HOW TO COMPLETE THIS TASK
Every record below, from first to last: print it exactly as shown.

DATA SHOWN
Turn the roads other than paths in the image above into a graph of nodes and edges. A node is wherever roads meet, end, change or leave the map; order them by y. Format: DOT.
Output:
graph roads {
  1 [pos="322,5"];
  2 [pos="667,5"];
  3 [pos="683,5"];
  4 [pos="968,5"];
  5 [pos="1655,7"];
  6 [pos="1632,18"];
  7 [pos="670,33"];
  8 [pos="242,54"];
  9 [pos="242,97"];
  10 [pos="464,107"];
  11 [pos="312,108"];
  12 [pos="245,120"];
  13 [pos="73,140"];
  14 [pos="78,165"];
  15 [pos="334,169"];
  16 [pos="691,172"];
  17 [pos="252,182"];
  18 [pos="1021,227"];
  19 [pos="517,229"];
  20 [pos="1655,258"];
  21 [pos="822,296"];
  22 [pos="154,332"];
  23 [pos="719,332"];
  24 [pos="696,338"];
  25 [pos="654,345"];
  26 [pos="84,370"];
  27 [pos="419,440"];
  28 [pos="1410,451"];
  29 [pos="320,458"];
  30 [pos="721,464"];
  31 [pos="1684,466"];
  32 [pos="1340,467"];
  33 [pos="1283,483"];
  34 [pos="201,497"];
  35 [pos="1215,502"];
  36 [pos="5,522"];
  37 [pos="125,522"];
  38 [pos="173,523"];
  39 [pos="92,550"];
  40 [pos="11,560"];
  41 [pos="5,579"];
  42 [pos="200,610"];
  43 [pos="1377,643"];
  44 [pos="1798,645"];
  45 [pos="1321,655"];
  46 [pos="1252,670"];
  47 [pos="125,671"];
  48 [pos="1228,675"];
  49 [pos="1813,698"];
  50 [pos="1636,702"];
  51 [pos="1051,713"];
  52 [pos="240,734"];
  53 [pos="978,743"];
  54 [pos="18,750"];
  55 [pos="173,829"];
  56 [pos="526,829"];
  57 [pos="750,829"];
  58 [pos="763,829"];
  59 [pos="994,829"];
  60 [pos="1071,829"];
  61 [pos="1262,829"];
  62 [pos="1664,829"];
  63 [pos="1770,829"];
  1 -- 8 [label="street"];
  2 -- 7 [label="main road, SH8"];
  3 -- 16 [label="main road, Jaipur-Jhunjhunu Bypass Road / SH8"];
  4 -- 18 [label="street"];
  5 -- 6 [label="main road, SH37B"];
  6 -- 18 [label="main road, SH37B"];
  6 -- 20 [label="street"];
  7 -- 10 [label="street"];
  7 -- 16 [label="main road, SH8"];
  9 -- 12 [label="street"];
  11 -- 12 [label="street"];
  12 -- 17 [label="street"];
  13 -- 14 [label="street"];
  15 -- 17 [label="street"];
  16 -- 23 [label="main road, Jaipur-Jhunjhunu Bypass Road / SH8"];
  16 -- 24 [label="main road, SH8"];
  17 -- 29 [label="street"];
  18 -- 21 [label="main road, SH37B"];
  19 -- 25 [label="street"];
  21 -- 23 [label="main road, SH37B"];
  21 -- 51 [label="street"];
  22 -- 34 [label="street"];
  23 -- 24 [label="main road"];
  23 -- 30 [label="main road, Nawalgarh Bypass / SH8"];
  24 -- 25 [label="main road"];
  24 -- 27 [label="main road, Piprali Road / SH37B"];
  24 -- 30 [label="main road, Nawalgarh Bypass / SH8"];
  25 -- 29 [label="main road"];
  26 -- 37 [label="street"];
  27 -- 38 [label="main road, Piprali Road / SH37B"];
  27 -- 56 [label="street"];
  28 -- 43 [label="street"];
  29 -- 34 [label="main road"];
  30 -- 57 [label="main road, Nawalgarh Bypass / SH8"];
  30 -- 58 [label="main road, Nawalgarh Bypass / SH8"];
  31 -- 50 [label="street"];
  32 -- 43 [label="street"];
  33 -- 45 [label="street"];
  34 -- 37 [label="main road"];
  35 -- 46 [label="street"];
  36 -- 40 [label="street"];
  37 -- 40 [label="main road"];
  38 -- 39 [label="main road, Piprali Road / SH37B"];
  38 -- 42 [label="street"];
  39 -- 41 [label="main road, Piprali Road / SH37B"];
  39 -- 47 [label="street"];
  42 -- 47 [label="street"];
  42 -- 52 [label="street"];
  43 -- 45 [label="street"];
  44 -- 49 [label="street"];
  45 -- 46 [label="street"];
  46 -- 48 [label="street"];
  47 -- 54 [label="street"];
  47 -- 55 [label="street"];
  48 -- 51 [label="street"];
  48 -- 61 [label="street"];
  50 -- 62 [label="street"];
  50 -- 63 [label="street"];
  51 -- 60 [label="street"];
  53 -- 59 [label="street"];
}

SOLVED PROBLEM
Turn the roads other than paths in the image above into a graph of nodes and edges. A node is wherever roads meet, end, change or leave the map; order them by y. Format: DOT.
Output:
graph roads {
  1 [pos="322,5"];
  2 [pos="667,5"];
  3 [pos="683,5"];
  4 [pos="968,5"];
  5 [pos="1655,7"];
  6 [pos="1632,18"];
  7 [pos="670,33"];
  8 [pos="242,54"];
  9 [pos="242,97"];
  10 [pos="464,107"];
  11 [pos="312,108"];
  12 [pos="245,120"];
  13 [pos="73,140"];
  14 [pos="78,165"];
  15 [pos="334,169"];
  16 [pos="691,172"];
  17 [pos="252,182"];
  18 [pos="1021,227"];
  19 [pos="517,229"];
  20 [pos="1655,258"];
  21 [pos="822,296"];
  22 [pos="154,332"];
  23 [pos="719,332"];
  24 [pos="696,338"];
  25 [pos="654,345"];
  26 [pos="84,370"];
  27 [pos="419,440"];
  28 [pos="1410,451"];
  29 [pos="320,458"];
  30 [pos="721,464"];
  31 [pos="1684,466"];
  32 [pos="1340,467"];
  33 [pos="1283,483"];
  34 [pos="201,497"];
  35 [pos="1215,502"];
  36 [pos="5,522"];
  37 [pos="125,522"];
  38 [pos="173,523"];
  39 [pos="92,550"];
  40 [pos="11,560"];
  41 [pos="5,579"];
  42 [pos="200,610"];
  43 [pos="1377,643"];
  44 [pos="1798,645"];
  45 [pos="1321,655"];
  46 [pos="1252,670"];
  47 [pos="125,671"];
  48 [pos="1228,675"];
  49 [pos="1813,698"];
  50 [pos="1636,702"];
  51 [pos="1051,713"];
  52 [pos="240,734"];
  53 [pos="978,743"];
  54 [pos="18,750"];
  55 [pos="173,829"];
  56 [pos="526,829"];
  57 [pos="750,829"];
  58 [pos="763,829"];
  59 [pos="994,829"];
  60 [pos="1071,829"];
  61 [pos="1262,829"];
  62 [pos="1664,829"];
  63 [pos="1770,829"];
  1 -- 8 [label="street"];
  2 -- 7 [label="main road, SH8"];
  3 -- 16 [label="main road, Jaipur-Jhunjhunu Bypass Road / SH8"];
  4 -- 18 [label="street"];
  5 -- 6 [label="main road, SH37B"];
  6 -- 18 [label="main road, SH37B"];
  6 -- 20 [label="street"];
  7 -- 10 [label="street"];
  7 -- 16 [label="main road, SH8"];
  9 -- 12 [label="street"];
  11 -- 12 [label="street"];
  12 -- 17 [label="street"];
  13 -- 14 [label="street"];
  15 -- 17 [label="street"];
  16 -- 23 [label="main road, Jaipur-Jhunjhunu Bypass Road / SH8"];
  16 -- 24 [label="main road, SH8"];
  17 -- 29 [label="street"];
  18 -- 21 [label="main road, SH37B"];
  19 -- 25 [label="street"];
  21 -- 23 [label="main road, SH37B"];
  21 -- 51 [label="street"];
  22 -- 34 [label="street"];
  23 -- 24 [label="main road"];
  23 -- 30 [label="main road, Nawalgarh Bypass / SH8"];
  24 -- 25 [label="main road"];
  24 -- 27 [label="main road, Piprali Road / SH37B"];
  24 -- 30 [label="main road, Nawalgarh Bypass / SH8"];
  25 -- 29 [label="main road"];
  26 -- 37 [label="street"];
  27 -- 38 [label="main road, Piprali Road / SH37B"];
  27 -- 56 [label="street"];
  28 -- 43 [label="street"];
  29 -- 34 [label="main road"];
  30 -- 57 [label="main road, Nawalgarh Bypass / SH8"];
  30 -- 58 [label="main road, Nawalgarh Bypass / SH8"];
  31 -- 50 [label="street"];
  32 -- 43 [label="street"];
  33 -- 45 [label="street"];
  34 -- 37 [label="main road"];
  35 -- 46 [label="street"];
  36 -- 40 [label="street"];
  37 -- 40 [label="main road"];
  38 -- 39 [label="main road, Piprali Road / SH37B"];
  38 -- 42 [label="street"];
  39 -- 41 [label="main road, Piprali Road / SH37B"];
  39 -- 47 [label="street"];
  42 -- 47 [label="street"];
  42 -- 52 [label="street"];
  43 -- 45 [label="street"];
  44 -- 49 [label="street"];
  45 -- 46 [label="street"];
  46 -- 48 [label="street"];
  47 -- 54 [label="street"];
  47 -- 55 [label="street"];
  48 -- 51 [label="street"];
  48 -- 61 [label="street"];
  50 -- 62 [label="street"];
  50 -- 63 [label="street"];
  51 -- 60 [label="street"];
  53 -- 59 [label="street"];
}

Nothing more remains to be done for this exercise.